TV Licensing and Columbo

Yes, there's a TV set on at number 5. It's in the front room. And they're watching Columbo.

Readers of a certain age will be able to remember that advert from the 1970s. A TV detector van draws slowly along a darkened back street, the operator in the back playing with knobs and annunciating with glee and precision that he'd detected some evader scum.

Jump forward forty years and little has changed with the way the TV licence is enforced. If you're lucky enough to see a TV detector van today then it will probably still have an operator sitting in the back, but this time he'll be twiddling a knob of a very different nature.
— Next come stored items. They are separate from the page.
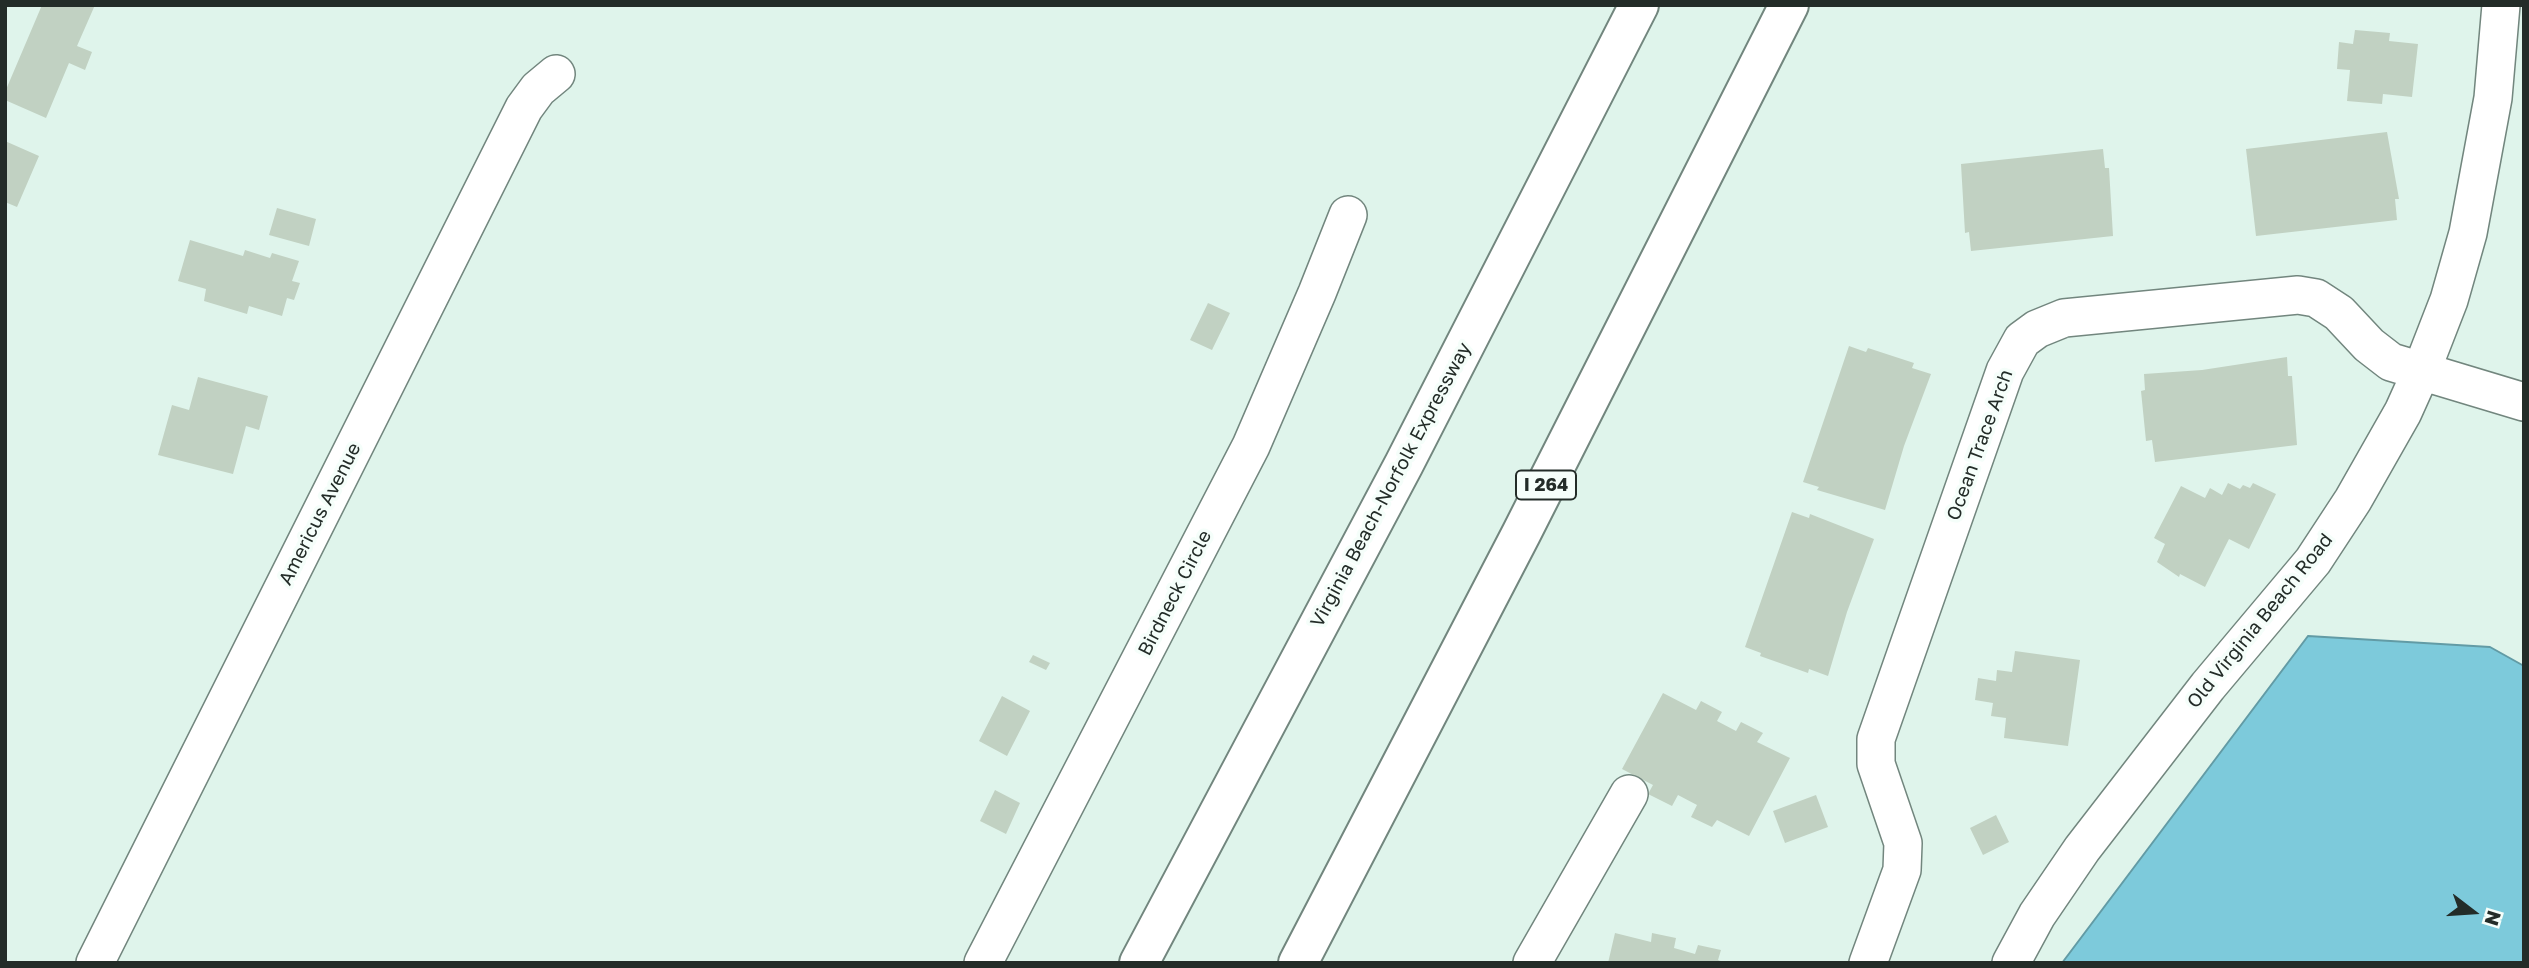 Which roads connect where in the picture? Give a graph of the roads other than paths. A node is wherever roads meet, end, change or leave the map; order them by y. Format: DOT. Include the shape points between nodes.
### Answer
graph roads {
  1 [pos="1639,5"];
  2 [pos="1789,5"];
  3 [pos="2501,5"];
  4 [pos="556,74"];
  5 [pos="1348,215"];
  6 [pos="2421,372"];
  7 [pos="2524,402"];
  8 [pos="1629,794"];
  9 [pos="1141,958"];
  10 [pos="95,963"];
  11 [pos="983,963"];
  12 [pos="1298,963"];
  13 [pos="1532,963"];
  14 [pos="1868,963"];
  15 [pos="2011,963"];
  1 -- 9 [label="highway, Virginia Beach-Norfolk Expressway" via="1410,451"];
  2 -- 12 [label="highway, I 264" via="1528,522"];
  3 -- 6 [label="street, Old Virginia Beach Road" via="2493,98 2468,233"];
  4 -- 10 [label="street, Americus Avenue" via="524,108"];
  5 -- 11 [label="street, Birdneck Circle" via="1251,446"];
  6 -- 7 [label="street, Ocean Trace Arch"];
  6 -- 14 [label="street, Ocean Trace Arch" via="2391,362 2339,313 2316,298 2298,295 2064,318 2022,340 2005,371 1876,739 1876,764 1903,843 1902,870"];
  6 -- 15 [label="street, Old Virginia Beach Road" via="2353,500 2313,561 2208,686 2082,849"];
  8 -- 13 [label="street"];
}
Back then they were acting on the instructions of the Home Office, which was at least a proper government department with teeth. Now TV Licensing dish out their hollow threats and legal mistruths on the command of the BBC, which is toothless to say the least.

TJoKayaking at YouTube has kindly forwarded us the link to his most recent TV Licensing presentation. It starts with him viewing Columbo, available from all good retailers, on his unlicensed TV set. I love Columbo. It's great how you can work out who the killer is even if you miss the first half hour, purely on the basis that it's the person Columbo is harassing the most.

Anyhow, I digress, the reason he was watching Columbo on his unlicensed TV was because it was a DVD. He explained the steps he has to take to negate the risk that TV Licensing will mistake his DVD viewing for live viewing, which would require a licence. In his video he explains some other steps a legally licence free person could take to avoid unjustified TV Licensing intrusion into their life.


All very good advice.

It's quite sad that some of the legally licence free are so provoked by TV Licensing's continued threatening attention that they shroud their legal TV use in secrecy.

Remember that no-one, and I mean no-one, is under any legal obligation to communicate or co-operate with TV Licensing at all. If you do not use equipment to receive/record live broadcast TV programmes then you do not need a TV licence and that is a fact. If you're in that category then you do not need to explain or justify your circumstances to TV Licensing as it really is none of their business.

Legally licence free: Co-operate with TV Licensing at your peril (just ask Michael Shakespeare).